Jan.Pacek pisze:To jest niesamowita wiadomość dowiedzieć się po 30 latach przeszukiwania ksiąg metrykalnych na parafiach, że nie był tylko oryginał i kopia, ale był oryginał i dwie kopie. Aż niewiarygodne...
Moje zastrzeżenie w zaborze Austriackim.
Polecam np. poszukać dziś w archiwach Państwowych Akta USC danej miejscowości.
Tylko księgi na parafii były prowadzone w miarę ciągle. Kopie do Urzędu państwowego i archiwum Kurii Biskupiej były tworzone teoretycznie raz do roku. Pisze do urzędu nadrzędnego Państwowego bo można np. w dokumentach
Księstwa oświęcimskiego odszukać takie roczne kopie z parafii.
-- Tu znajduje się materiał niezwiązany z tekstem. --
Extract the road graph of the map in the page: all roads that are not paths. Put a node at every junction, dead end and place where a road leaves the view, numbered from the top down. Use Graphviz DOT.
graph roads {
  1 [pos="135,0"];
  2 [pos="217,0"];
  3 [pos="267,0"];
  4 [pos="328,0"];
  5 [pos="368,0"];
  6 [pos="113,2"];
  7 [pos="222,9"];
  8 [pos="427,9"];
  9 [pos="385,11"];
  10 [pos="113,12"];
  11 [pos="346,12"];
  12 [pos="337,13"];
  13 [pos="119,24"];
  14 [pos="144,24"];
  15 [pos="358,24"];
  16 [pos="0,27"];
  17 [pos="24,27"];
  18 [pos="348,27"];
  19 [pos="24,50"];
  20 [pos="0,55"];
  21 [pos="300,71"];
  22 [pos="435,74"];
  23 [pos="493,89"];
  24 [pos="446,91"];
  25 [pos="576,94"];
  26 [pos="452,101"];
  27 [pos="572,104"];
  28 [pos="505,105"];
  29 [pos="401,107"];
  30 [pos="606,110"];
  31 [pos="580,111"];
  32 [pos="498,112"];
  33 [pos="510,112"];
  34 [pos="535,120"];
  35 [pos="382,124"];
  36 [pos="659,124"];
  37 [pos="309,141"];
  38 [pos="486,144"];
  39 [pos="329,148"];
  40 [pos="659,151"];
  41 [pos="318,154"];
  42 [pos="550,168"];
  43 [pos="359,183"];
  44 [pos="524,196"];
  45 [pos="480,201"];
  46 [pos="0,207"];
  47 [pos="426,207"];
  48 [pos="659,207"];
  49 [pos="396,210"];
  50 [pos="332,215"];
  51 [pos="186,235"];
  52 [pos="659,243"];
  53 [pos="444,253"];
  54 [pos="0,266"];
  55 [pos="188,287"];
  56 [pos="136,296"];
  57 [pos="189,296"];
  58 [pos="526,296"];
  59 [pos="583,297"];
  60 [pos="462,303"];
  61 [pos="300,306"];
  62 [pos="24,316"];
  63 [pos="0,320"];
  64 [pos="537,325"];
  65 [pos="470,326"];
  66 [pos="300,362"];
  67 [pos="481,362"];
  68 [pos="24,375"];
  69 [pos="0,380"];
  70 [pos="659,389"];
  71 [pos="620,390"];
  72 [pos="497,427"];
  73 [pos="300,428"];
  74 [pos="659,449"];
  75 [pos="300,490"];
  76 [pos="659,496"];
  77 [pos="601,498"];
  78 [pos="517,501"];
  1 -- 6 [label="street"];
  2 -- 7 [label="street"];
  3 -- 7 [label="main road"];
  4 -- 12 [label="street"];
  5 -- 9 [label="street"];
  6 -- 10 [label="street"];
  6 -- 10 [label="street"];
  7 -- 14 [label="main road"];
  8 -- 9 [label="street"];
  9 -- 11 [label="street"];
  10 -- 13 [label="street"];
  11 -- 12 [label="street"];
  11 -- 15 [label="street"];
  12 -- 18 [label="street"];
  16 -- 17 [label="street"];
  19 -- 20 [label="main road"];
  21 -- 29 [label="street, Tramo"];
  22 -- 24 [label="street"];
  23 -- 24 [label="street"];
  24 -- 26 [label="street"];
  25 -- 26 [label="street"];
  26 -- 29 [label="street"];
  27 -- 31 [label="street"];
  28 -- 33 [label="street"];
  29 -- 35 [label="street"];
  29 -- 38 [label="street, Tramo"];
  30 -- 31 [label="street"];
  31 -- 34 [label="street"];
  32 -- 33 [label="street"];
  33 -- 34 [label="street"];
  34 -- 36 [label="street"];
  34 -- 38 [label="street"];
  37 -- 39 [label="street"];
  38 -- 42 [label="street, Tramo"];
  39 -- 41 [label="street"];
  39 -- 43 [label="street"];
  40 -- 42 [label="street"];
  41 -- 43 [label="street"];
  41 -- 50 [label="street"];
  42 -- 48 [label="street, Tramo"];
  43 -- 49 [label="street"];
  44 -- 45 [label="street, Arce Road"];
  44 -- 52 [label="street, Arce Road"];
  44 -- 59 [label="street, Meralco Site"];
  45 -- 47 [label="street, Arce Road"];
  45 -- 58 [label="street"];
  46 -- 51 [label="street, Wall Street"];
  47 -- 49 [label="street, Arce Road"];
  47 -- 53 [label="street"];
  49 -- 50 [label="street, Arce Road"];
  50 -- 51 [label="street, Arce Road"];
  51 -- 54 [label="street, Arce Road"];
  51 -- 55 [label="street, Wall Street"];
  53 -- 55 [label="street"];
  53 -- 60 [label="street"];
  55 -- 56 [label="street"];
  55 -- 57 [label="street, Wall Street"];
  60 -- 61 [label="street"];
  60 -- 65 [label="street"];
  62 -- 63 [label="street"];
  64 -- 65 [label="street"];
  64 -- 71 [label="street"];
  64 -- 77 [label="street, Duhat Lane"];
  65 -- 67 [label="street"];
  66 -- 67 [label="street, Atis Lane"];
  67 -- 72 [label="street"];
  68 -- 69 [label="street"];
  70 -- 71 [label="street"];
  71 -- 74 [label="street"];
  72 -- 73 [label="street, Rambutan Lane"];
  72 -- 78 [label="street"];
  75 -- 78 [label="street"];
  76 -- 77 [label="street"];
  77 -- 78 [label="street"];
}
I to w momencie kiedy po pożarze spłonęły księgi na parafii
Zatem zawsze polecam szukać śladów 2 kopi ksiąg.
Inna np. sprawa w parafii bo tam czasami można odszukać tzw. Brudnopis zapisów. Normalnie ojciec przychodził i mówił urodziło mi się dziecko.
Ksiądz pisał sobie dane do brudnopisu a potem jak do faktu chrztu dochodziło to wpisywał to do ksiąg. Osobiście widziałem nawet dziś takie brudnopisy proboszcza

Tu oczywiście należy mieć cierpliwego proboszcza, któremu chce się szukać takich brudnopisów po poprzednikach w parafii ale czasami są. Ale tu w Galicji był jeszcze inny przepis jak chrztu udzieliła położna to mogła to sama wpisać do ksiąg. I tu jest taki przypadek z Siostrą św. JP2 Olga Wojtyła położna Emma Kubień wpisała chrzest Olgi a proboszcz miał zaległości z uzupełnieniem zapisów z brudnopisu. Po chrzcie Olgi są wcześniejsze daty zapisów. To oczywiście takie anegdoty o prowadzeniu ksiąg. Ciekawy jest np. przypadek samego JP2 w księgach parafialnych w Wadowicach jego akt chrztu jest obsmarowany uwagami o np. 1 komunii, bierzmowaniu , kapłaństwie biskupstwie i kończy się został papieżem JP2
Ale ostatnio pojawiły się właśnie kopie ksiąg urzędowych USC z Wadowic
gdzie mamy czysty zapis o chrzcie Karola, Józefa Wojtyły.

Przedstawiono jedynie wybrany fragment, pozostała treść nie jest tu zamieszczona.